Background information
- Genres: Alternative rock, indie rock, experimental
- Instruments: guitar, bass, vocals, keyboards, drums
- Label: Jagjaguwar

= Jace Lasek =

Canadian musician and record producer

Jace Lasek is a Canadian musician and producer living in Montreal. He and his wife Olga Goreas are the principal songwriters for the Montreal-based indie rock band The Besnard Lakes. Lasek plays guitar, bass, drums and keyboards. He is also the band's lead vocalist.
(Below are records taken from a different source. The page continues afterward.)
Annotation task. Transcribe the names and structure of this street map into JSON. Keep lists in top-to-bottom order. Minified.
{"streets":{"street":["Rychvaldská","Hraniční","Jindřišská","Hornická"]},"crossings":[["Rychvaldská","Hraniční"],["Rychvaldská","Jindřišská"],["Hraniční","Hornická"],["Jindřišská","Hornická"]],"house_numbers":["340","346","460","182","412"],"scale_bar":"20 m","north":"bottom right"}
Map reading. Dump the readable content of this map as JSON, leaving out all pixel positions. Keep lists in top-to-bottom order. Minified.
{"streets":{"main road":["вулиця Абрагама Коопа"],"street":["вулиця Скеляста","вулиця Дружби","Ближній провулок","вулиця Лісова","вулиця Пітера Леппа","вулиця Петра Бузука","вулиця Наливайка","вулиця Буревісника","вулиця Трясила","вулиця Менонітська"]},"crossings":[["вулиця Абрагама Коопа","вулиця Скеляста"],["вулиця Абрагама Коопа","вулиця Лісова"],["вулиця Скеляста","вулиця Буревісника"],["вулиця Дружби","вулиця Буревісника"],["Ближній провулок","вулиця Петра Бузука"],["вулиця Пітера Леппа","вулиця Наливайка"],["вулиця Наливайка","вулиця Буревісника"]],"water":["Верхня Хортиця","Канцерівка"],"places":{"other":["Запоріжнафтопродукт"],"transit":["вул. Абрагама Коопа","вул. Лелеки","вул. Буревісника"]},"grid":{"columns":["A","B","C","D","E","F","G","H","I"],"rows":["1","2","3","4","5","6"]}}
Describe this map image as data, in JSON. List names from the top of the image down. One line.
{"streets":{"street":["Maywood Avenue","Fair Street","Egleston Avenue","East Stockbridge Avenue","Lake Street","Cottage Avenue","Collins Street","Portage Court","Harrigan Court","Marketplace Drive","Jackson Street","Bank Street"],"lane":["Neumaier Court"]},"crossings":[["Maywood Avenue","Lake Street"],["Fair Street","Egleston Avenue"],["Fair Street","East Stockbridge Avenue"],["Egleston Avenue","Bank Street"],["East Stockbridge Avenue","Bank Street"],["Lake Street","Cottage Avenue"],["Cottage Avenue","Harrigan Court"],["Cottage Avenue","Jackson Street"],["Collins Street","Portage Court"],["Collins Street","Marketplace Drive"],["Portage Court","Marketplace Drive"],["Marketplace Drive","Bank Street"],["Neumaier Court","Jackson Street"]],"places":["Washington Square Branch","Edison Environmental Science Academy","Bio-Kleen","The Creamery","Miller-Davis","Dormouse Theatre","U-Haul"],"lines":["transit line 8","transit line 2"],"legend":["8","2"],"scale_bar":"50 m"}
Furthermore, Lasek runs Breakglass Studio in Montreal. He has produced or engineered many albums (or portions of albums) including ones by Sunset Rubdown, Wolf Parade, Elliot Maginot, The Loodies, Mark Berube, Sunday Sinners, Patrick Watson, Land of Talk, Yes We Mystic, Final Flash, Suuns, Human Human, Dead Messenger, Starvin Hungry, Intensive Care, Close Talker, Kiss Me Deadly, Terry Uyarak and Young Galaxy. Aside from co-producing the latter's self-titled debut album, he also plays guitar or drums on every track. Lasek is a member of the duo Light Conductor.

He is also part of The Soft Province, a side project with his long-time friend Michael Gardiner. Their first album was released by Three Ring Records on February 22, 2011.